Electricity price rise fixed at 2.3 percent for first quarter
Cabinet takes lowest possible option after wholesale auction producing massive hike was annulled
Following an avowal that consumers would not bear the cost of a potential 11- to 13-percent hike in electricity costs resulting from a wholesale auction carried out last week, the government announced Friday that the rise for the first quarter of 2014 would be fixed at 2.3 percent. That was the lowest proposal offered by the CNMC anti-trust authority and is split between a 1.4-percent rise on the liberalized part of consumers’ bills, and 0.9 percent on the regulated component. The increase will affect 18.5 million consumers whose rates are based on the government’s TUR (Rate of Last Resort) system, the most common billing type in Spain.

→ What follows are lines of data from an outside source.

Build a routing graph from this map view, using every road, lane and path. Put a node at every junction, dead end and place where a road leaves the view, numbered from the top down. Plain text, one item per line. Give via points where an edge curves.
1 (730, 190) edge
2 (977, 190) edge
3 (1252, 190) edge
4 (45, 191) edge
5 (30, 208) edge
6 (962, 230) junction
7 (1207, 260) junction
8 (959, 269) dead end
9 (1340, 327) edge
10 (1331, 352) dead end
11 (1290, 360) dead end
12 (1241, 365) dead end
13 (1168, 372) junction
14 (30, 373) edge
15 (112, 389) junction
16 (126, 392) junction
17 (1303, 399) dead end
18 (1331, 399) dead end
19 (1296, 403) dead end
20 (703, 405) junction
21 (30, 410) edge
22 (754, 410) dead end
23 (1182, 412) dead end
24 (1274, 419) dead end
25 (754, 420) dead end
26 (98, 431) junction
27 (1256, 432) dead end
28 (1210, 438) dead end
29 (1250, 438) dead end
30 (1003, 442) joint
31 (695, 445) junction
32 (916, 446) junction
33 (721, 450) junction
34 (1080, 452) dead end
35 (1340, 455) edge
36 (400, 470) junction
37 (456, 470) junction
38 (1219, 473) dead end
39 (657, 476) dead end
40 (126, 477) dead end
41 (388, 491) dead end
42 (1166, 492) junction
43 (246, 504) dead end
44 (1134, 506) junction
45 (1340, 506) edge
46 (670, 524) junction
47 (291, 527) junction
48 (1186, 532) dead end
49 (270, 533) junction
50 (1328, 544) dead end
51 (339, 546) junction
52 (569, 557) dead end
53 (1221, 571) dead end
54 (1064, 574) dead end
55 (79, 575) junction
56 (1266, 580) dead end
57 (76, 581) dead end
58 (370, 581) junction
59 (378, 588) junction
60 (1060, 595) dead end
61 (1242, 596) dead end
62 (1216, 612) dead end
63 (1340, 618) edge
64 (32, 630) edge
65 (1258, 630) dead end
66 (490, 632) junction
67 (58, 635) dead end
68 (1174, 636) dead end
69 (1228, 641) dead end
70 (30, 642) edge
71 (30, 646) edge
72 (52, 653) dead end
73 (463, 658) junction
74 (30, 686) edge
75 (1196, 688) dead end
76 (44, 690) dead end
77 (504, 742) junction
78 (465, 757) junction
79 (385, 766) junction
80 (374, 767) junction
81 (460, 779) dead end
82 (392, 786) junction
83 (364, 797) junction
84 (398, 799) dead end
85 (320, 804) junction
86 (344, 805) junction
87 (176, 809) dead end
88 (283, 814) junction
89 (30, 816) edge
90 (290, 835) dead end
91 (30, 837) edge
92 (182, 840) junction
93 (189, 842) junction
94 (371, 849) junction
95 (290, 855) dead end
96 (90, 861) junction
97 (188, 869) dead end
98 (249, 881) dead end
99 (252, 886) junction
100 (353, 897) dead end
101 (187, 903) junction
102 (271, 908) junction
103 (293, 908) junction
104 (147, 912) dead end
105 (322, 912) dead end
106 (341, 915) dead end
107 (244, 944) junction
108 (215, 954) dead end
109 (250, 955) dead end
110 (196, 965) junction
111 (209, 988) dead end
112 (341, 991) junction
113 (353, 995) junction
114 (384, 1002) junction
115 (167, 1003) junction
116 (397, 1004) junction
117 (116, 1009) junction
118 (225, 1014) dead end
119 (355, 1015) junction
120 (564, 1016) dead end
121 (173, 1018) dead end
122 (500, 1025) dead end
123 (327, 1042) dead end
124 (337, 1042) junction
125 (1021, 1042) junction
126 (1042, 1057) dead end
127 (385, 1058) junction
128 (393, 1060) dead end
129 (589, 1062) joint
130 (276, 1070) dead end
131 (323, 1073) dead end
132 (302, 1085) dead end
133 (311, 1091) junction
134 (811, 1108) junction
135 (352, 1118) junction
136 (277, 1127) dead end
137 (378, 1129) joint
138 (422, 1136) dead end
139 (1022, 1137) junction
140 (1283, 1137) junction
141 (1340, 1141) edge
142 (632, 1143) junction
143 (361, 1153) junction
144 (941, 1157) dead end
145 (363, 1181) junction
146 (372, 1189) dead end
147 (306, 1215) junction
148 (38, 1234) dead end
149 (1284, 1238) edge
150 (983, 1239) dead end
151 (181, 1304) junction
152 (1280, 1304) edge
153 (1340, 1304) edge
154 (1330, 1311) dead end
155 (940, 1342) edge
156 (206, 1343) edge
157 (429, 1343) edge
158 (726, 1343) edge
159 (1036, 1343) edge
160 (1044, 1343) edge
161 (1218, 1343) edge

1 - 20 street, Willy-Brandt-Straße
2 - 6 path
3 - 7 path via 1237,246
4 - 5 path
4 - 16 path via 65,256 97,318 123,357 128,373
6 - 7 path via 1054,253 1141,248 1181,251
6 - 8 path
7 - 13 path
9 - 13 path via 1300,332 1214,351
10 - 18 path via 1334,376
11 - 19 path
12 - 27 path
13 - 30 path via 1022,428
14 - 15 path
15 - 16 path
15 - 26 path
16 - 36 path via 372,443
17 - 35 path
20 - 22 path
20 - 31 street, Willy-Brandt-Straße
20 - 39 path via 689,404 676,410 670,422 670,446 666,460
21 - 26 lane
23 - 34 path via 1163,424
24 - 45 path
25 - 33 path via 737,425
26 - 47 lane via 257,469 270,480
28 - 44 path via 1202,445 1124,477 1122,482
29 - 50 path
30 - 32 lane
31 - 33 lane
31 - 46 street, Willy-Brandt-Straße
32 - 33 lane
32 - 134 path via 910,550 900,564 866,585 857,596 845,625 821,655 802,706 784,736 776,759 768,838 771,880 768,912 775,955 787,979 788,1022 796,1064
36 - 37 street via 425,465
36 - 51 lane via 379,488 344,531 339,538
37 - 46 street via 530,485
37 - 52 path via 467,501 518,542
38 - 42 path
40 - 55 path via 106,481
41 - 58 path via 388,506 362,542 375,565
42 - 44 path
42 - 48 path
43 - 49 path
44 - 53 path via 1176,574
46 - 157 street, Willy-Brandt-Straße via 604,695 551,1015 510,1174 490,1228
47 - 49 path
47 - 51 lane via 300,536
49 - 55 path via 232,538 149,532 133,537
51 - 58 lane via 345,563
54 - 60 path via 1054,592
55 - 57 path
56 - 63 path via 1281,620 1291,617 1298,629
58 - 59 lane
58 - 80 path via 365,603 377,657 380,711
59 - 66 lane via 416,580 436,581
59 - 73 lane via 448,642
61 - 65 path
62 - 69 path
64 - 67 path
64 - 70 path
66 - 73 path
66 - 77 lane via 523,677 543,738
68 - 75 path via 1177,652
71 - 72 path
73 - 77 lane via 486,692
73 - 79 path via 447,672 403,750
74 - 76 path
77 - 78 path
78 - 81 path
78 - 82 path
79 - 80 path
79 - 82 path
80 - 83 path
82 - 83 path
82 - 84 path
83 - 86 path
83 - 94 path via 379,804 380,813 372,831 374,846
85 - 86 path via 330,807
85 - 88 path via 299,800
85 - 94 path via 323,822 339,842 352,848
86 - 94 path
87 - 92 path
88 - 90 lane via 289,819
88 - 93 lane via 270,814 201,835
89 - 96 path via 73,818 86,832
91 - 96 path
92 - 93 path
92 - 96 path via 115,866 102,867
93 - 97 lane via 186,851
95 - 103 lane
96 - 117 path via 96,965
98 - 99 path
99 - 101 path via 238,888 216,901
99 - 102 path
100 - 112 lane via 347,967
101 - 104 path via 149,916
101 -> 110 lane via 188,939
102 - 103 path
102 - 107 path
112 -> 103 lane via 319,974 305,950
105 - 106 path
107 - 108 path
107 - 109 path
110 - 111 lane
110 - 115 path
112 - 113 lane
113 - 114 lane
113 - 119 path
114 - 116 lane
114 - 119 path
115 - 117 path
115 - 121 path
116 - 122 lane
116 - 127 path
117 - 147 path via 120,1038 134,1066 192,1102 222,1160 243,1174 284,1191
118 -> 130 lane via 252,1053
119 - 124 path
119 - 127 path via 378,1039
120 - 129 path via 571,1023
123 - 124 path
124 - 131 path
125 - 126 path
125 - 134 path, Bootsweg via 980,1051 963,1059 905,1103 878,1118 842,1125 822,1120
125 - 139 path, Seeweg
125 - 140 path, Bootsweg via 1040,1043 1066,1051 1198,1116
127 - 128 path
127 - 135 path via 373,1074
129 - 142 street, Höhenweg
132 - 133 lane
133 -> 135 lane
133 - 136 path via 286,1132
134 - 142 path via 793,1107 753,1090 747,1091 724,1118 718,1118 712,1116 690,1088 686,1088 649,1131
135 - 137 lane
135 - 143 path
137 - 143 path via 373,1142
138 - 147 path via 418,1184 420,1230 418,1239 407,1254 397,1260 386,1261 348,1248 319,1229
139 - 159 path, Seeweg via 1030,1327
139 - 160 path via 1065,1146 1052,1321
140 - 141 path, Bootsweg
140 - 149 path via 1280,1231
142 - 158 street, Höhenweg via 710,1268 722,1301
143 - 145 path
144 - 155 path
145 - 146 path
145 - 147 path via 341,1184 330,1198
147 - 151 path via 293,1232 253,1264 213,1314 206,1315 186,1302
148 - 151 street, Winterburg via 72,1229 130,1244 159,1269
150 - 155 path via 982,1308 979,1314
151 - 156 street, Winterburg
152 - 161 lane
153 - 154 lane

With the latest rise taken into account, electricity rates have risen by 10 percent over the past nine months, following increases of 3.1 percent in October, 3.2 percent in August and 1.2 percent in July. Since 2006, electricity prices have risen by 70 percent. However, the government pointed to the 11-percent increase facing consumers had the Industry Ministry not annulled the results of the December 19 auction after the CNMC observed “atypical circumstances” in the bidding process.
Prime Minister Mariano Rajoy said Friday that reform of the electricity sector is “the most complicated” matter he has faced in this legislature given that he inherited a tariff deficit — the difference between what it costs suppliers to produce energy and what they can charge consumers — from the previous Socialist government of 26 billion euros.